Some web-servers and bioinformatics prediction methods have been used for predicting the classification of GPCRs according to their amino acid sequence alone, by means of the pseudo amino acid composition approach.
Physiological roles
GPCRs are involved in a wide variety of physiological processes. Some examples of their physiological roles include:- The visual sense: The opsins use a photoisomerization reaction to translate electromagnetic radiation into cellular signals. Rhodopsin, for example, uses the conversion of 11-cis-retinal to all-trans-retinal for this purpose.
- The gustatory sense : GPCRs in taste cells mediate release of gustducin in response to bitter-, umami- and sweet-tasting substances.
- The sense of smell: Receptors of the olfactory epithelium bind odorants and pheromones
- Behavioral and mood regulation: G protein-coupled receptors in the mammalian brain bind several different neurotransmitters, including serotonin, dopamine, histamine, noradrenaline, and GABA. Notable exceptions include GABAA receptor, 5-HT3 serotonin receptor and glutamate receptors, which are ion channels.
- Regulation of immune system activity and inflammation: chemokine receptors bind ligands that mediate intercellular communication between cells of the immune system; receptors such as histamine receptors bind inflammatory mediators and engage target cell types in the inflammatory response.

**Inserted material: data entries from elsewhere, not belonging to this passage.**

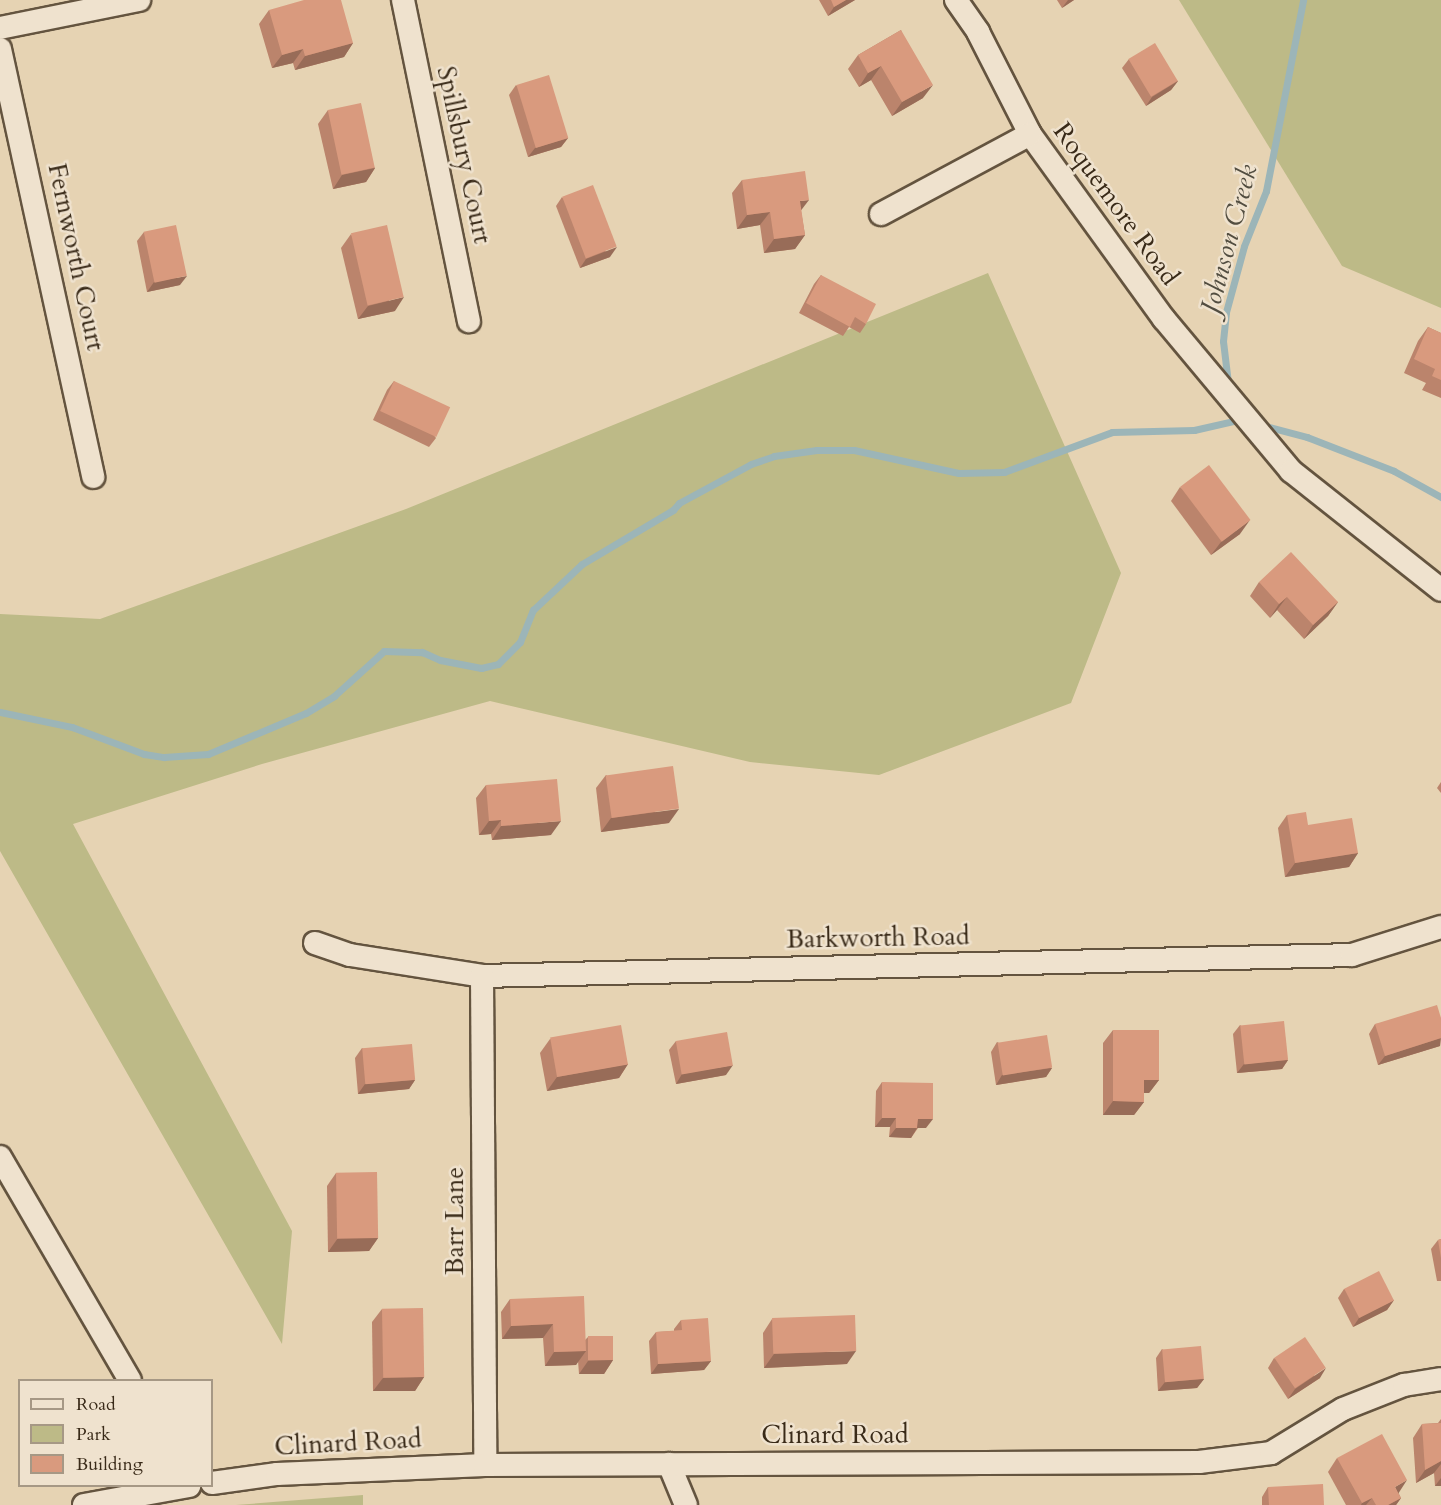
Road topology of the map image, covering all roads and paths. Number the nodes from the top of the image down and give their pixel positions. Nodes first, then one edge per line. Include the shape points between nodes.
1 (139, 0) edge
2 (403, 0) edge
3 (956, 0) edge
4 (0, 28) edge
5 (0, 49) edge
6 (1030, 134) junction
7 (881, 214) dead end
8 (469, 321) dead end
9 (93, 477) dead end
10 (1441, 590) edge
11 (1441, 927) edge
12 (315, 943) dead end
13 (482, 976) junction
14 (0, 1157) edge
15 (129, 1379) edge
16 (1441, 1379) edge
17 (669, 1464) junction
18 (485, 1465) junction
19 (213, 1483) edge
20 (174, 1487) edge
21 (84, 1505) edge
22 (686, 1505) edge

1 - 4 street
2 - 8 street, Spillsbury Court
3 - 6 street, Roquemore Road via 978,32
5 - 9 street, Fernworth Court
6 - 7 street
6 - 10 street, Roquemore Road via 1164,319 1291,471
11 - 13 street, Barkworth Road via 1352,955
12 - 13 street, Barkworth Road via 350,955
13 - 18 street, Barr Lane
14 - 15 street
16 - 17 street, Clinard Road via 1404,1384 1343,1409 1271,1452 1199,1462
17 - 18 street, Clinard Road
17 - 22 street
18 - 19 street, Clinard Road via 277,1474
20 - 21 street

GPCRs are also involved in immune-modulation, e. g. regulating interleukin induction or suppressing TLR-induced immune responses from T cells.
- Autonomic nervous system transmission: Both the sympathetic and parasympathetic nervous systems are regulated by GPCR pathways. The involved receptors include adrenergic receptors for the sympathetic nervous system and muscarinic acetylcholine receptors for the parasympathetic nervous system. Adrenergic receptor ligands are known to modulate blood pressure and heart rate, while muscarinic antagonists produce a host of symptoms such as pupil dilation, urinary retention, constipation and dry mouth that are directly related to inhibition of the parasympathetic nervous system.
- Cell density sensing: A novel GPCR role in regulating cell density sensing.
- Homeostasis modulation.
- Involved in growth and metastasis of some types of tumors.
- Used in the endocrine system for peptide and amino-acid derivative hormones that bind to GCPRs on the cell membrane of a target cell. This activates cAMP, which in turn activates several kinases, allowing for a cellular response, such as transcription.
Receptor structure
In 2000, the first crystal structure of a mammalian GPCR, that of bovine rhodopsin, was solved. In 2007, the first structure of a human GPCR was solved This human β2-adrenergic receptor GPCR structure proved highly similar to the bovine rhodopsin. The structures of activated or agonist-bound GPCRs have also been determined. These structures indicate how ligand binding at the extracellular side of a receptor leads to conformational changes in the cytoplasmic side of the receptor. The biggest change is an outward movement of the cytoplasmic part of the 5th and 6th transmembrane helix. The structure of activated beta-2 adrenergic receptor in complex with Gs confirmed that the Gα binds to a cavity created by this movement.
GPCRs exhibit a similar structure to some other proteins with seven transmembrane domains, such as microbial rhodopsins and adiponectin receptors 1 and 2. However, these 7TMH receptors and channels do not associate with G proteins. In addition, ADIPOR1 and ADIPOR2 are oriented oppositely to GPCRs in the membrane.